§ Task directions:
Below are some records; return all of them exactly as they are.

§ Records for this exercise:
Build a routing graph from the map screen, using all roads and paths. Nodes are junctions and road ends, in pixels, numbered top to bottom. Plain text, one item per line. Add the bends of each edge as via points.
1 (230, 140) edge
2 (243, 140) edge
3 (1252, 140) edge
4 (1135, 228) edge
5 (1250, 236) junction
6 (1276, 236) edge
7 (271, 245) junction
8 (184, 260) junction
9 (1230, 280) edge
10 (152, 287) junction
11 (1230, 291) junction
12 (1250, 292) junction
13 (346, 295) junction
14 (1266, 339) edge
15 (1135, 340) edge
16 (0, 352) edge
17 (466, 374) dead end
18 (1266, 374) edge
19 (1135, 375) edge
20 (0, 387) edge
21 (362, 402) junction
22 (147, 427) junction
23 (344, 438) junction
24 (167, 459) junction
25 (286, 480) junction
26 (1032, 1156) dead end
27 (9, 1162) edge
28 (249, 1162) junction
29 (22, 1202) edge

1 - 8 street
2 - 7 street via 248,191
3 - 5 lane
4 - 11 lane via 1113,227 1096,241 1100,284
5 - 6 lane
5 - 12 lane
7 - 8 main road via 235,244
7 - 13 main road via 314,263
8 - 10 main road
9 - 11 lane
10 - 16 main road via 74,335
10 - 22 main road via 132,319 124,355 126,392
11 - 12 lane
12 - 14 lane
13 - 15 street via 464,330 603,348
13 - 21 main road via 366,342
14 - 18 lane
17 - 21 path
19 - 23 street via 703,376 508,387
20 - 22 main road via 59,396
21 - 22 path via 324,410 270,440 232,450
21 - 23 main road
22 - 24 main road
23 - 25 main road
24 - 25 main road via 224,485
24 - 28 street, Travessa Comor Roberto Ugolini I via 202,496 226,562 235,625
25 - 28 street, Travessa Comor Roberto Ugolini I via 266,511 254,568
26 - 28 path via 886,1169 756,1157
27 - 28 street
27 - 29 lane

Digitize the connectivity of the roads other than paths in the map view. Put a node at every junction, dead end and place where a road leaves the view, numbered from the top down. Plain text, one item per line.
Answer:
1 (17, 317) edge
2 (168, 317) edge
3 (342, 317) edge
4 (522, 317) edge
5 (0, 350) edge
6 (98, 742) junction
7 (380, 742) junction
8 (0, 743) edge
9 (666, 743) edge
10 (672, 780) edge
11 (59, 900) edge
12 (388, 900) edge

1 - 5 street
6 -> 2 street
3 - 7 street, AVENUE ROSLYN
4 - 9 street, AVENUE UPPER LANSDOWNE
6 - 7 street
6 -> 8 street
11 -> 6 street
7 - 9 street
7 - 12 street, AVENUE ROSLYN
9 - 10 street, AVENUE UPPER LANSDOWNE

§ Problem solution:
Build a routing graph from the map screen, using all roads and paths. Nodes are junctions and road ends, in pixels, numbered top to bottom. Plain text, one item per line. Add the bends of each edge as via points.
1 (230, 140) edge
2 (243, 140) edge
3 (1252, 140) edge
4 (1135, 228) edge
5 (1250, 236) junction
6 (1276, 236) edge
7 (271, 245) junction
8 (184, 260) junction
9 (1230, 280) edge
10 (152, 287) junction
11 (1230, 291) junction
12 (1250, 292) junction
13 (346, 295) junction
14 (1266, 339) edge
15 (1135, 340) edge
16 (0, 352) edge
17 (466, 374) dead end
18 (1266, 374) edge
19 (1135, 375) edge
20 (0, 387) edge
21 (362, 402) junction
22 (147, 427) junction
23 (344, 438) junction
24 (167, 459) junction
25 (286, 480) junction
26 (1032, 1156) dead end
27 (9, 1162) edge
28 (249, 1162) junction
29 (22, 1202) edge

1 - 8 street
2 - 7 street via 248,191
3 - 5 lane
4 - 11 lane via 1113,227 1096,241 1100,284
5 - 6 lane
5 - 12 lane
7 - 8 main road via 235,244
7 - 13 main road via 314,263
8 - 10 main road
9 - 11 lane
10 - 16 main road via 74,335
10 - 22 main road via 132,319 124,355 126,392
11 - 12 lane
12 - 14 lane
13 - 15 street via 464,330 603,348
13 - 21 main road via 366,342
14 - 18 lane
17 - 21 path
19 - 23 street via 703,376 508,387
20 - 22 main road via 59,396
21 - 22 path via 324,410 270,440 232,450
21 - 23 main road
22 - 24 main road
23 - 25 main road
24 - 25 main road via 224,485
24 - 28 street, Travessa Comor Roberto Ugolini I via 202,496 226,562 235,625
25 - 28 street, Travessa Comor Roberto Ugolini I via 266,511 254,568
26 - 28 path via 886,1169 756,1157
27 - 28 street
27 - 29 lane

Digitize the connectivity of the roads other than paths in the map view. Put a node at every junction, dead end and place where a road leaves the view, numbered from the top down. Plain text, one item per line.
Answer:
1 (17, 317) edge
2 (168, 317) edge
3 (342, 317) edge
4 (522, 317) edge
5 (0, 350) edge
6 (98, 742) junction
7 (380, 742) junction
8 (0, 743) edge
9 (666, 743) edge
10 (672, 780) edge
11 (59, 900) edge
12 (388, 900) edge

1 - 5 street
6 -> 2 street
3 - 7 street, AVENUE ROSLYN
4 - 9 street, AVENUE UPPER LANSDOWNE
6 - 7 street
6 -> 8 street
11 -> 6 street
7 - 9 street
7 - 12 street, AVENUE ROSLYN
9 - 10 street, AVENUE UPPER LANSDOWNE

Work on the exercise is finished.